It's sometimes hard to decide if Akashicchi was a saint or the devil himself.


Cosmo Tip #10. Use Your Drink as a Seduction Prop

"Oh, I'm so hot" Kise flopped melodramatically next to Midorima, and panted "And so thirsty! I'm dying~"

"You're too close, get away from me" Midorima grumbles but still hands over his can of red bean soup.

Kise hates red bean soup, chilled or otherwise, as much as he likes Midorima. And he likes Midorima a lot.

The very next second he was gulping down the drink as fast as he could while crushing up the can in his hand to get every little drop of it, ignoring Midorima's insistence that he slow down and leave some for him-nanodayo, because INDIRECT KISS.

Later, Kise realized that he had completely strayed from the original plan which, unfortunately, didn't have any kisses, indirect or otherwise, in the agenda. But, to be perfectly fair, it wasn't really his fault. It was a form of reverse seduction, and wasn't fair of Midorima to inflict it on him without even realizing what he was doing.

Indirect kiss or not, the red bean soup still tasted as disgusting as ever. Ah, the horrors one undergoes for the sake of love~


Cosmo Tip #11. Subtly Show Off Your Lower Half

"Kise-kun, please stop gyrating in front of the locker room mirrors, it's scaring the underclassmen"

"I'm practicing" Kise defends himself. "How else would I get Midorimacchi to notice my boy parts?"

Kuroko blinks. It was a slow and long blink that seemed like it questioned Kise's state of mind.

"Please wait here" Kuroko says finally, and Kise obliges.

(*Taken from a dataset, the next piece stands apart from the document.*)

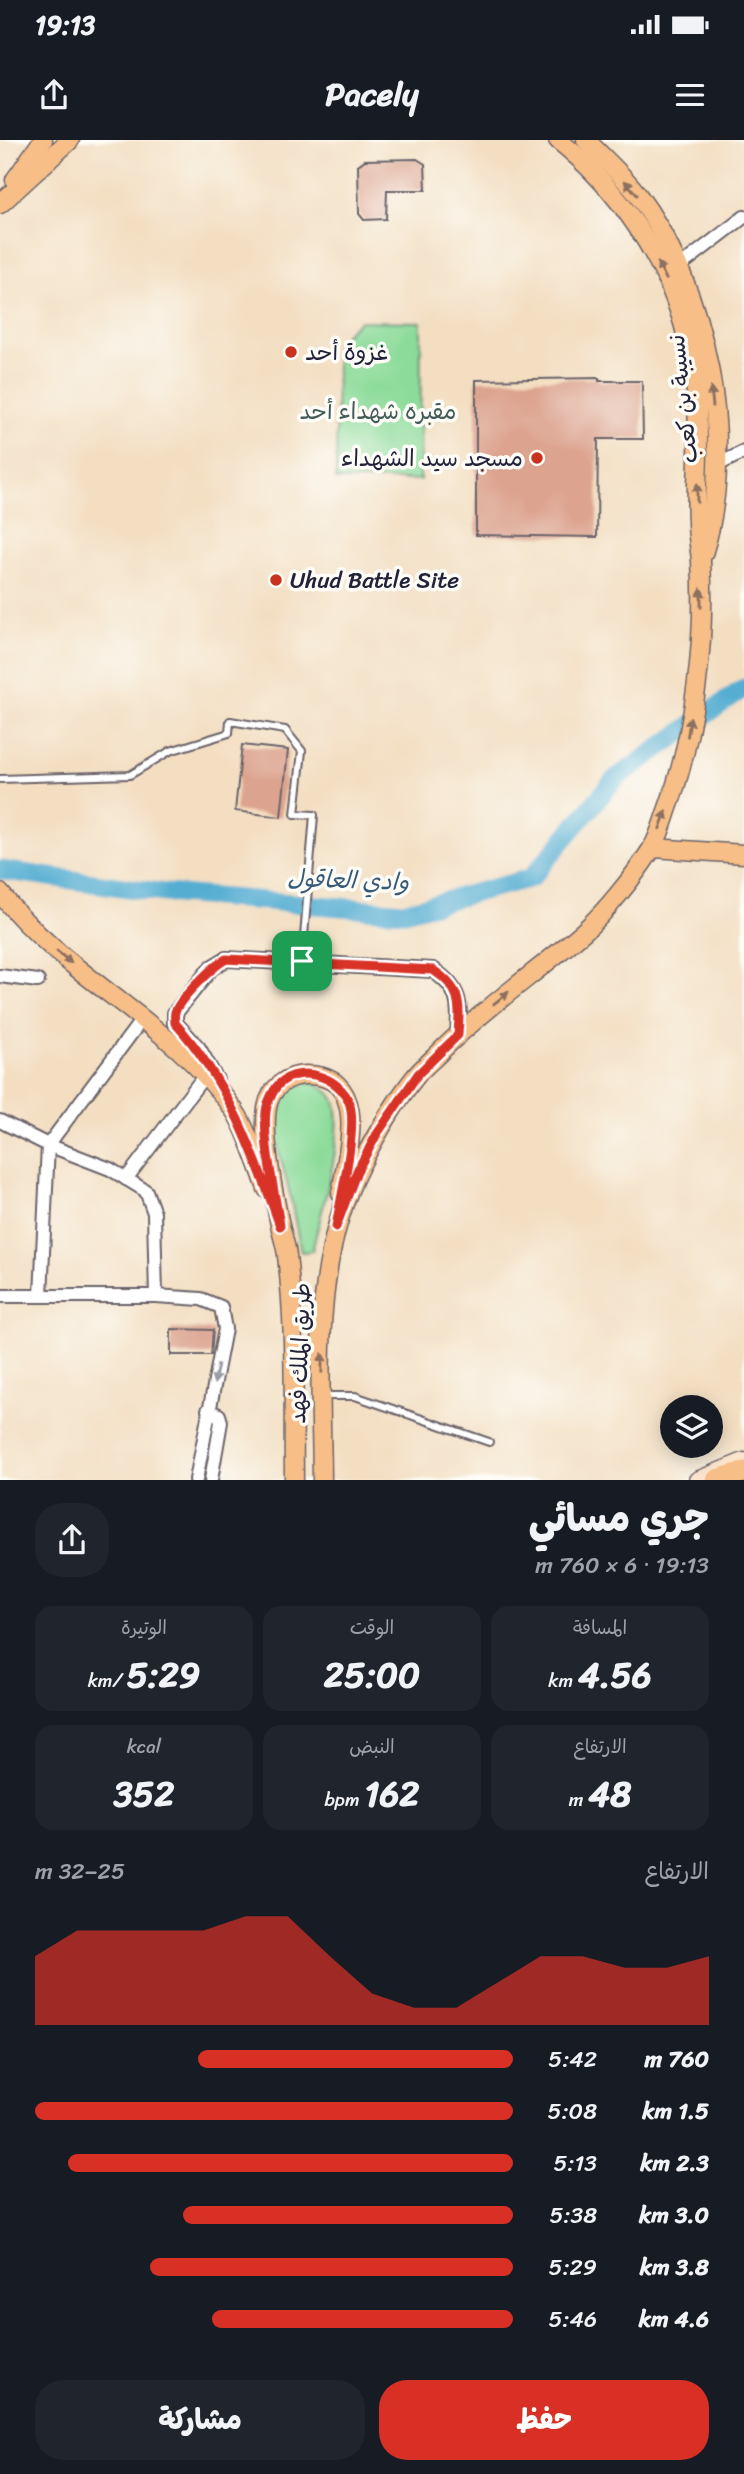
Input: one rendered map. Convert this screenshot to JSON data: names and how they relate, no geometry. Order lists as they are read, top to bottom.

He practices some more, seeing how the pole dancing moves he'd researched last night were still strongly seared to his brain and weren't going anywhere anytime soon thanks to the nature of his copying ability.

Just as he was doing a series of impressive air humps, the locker room door opens.

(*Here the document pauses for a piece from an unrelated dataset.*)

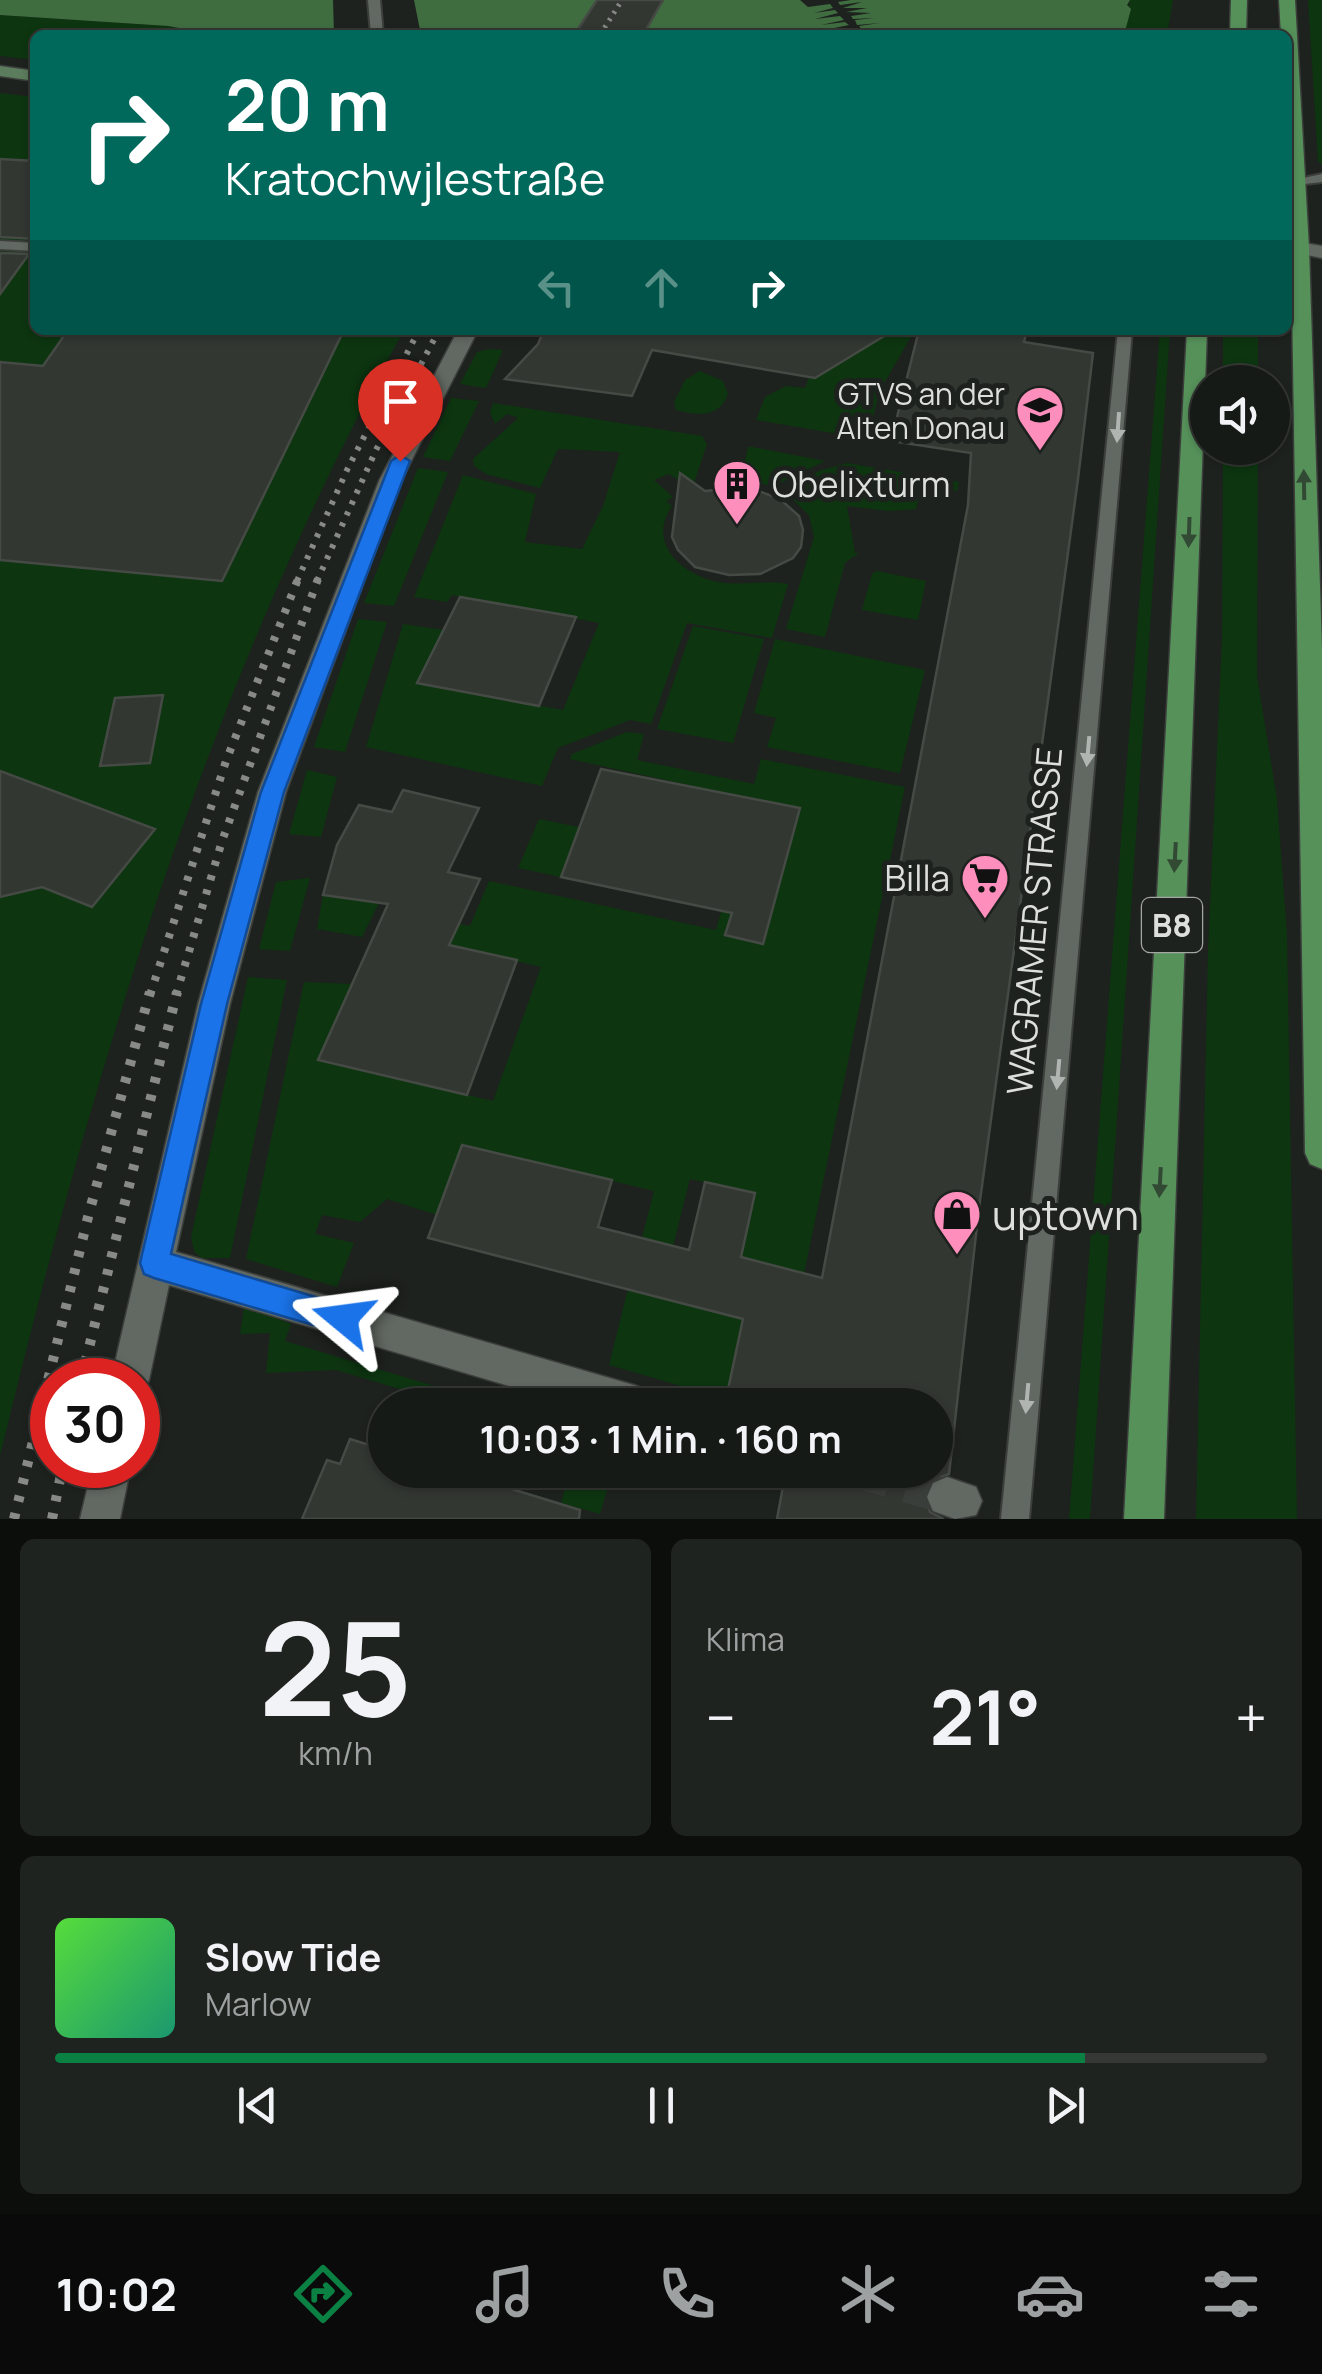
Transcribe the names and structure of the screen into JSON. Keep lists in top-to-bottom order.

"Midorima-kun, please feast your eyes upon this" And there was almost a full minute of frozen silence that only ice sculptures in the arctic could pull off…

...Before Midorima screamed, and continued screaming as he ran out of the room, bumping into a few lockers on his way out.

"It was a mating call?" Kise suggested weakly.

Kuroko shakes his head wearily.

"Your delusion must a nice place to live in, Kise-kun"


Cosmo Tip #12. Invite him to escort you

Me [4.40 PM]: Midorimacchi, I'm lost~ (⊙﹏⊙✿)

I don't know where I am

Can you come get me? And then walk me home? ~(◡﹏◕✿)

MIDORIMACCHI 333 [4.43 PM]: I hope you never find your way back.

Me [4.44 PM]: SO MEAN! o(╥﹏╥)o


Cosmo Tip #13. Take him out for a drink

"Midorimacchi, Midorimacchi!" Midorima balks as Kise places a hand on either shoulder as he's leaving his classroom "Hey, fancy going out for a drink sometime?"

He hopes the excessive winking helps his cause.

A beat, and then Midorima's face takes on the expression of one that's horrifically scandalized.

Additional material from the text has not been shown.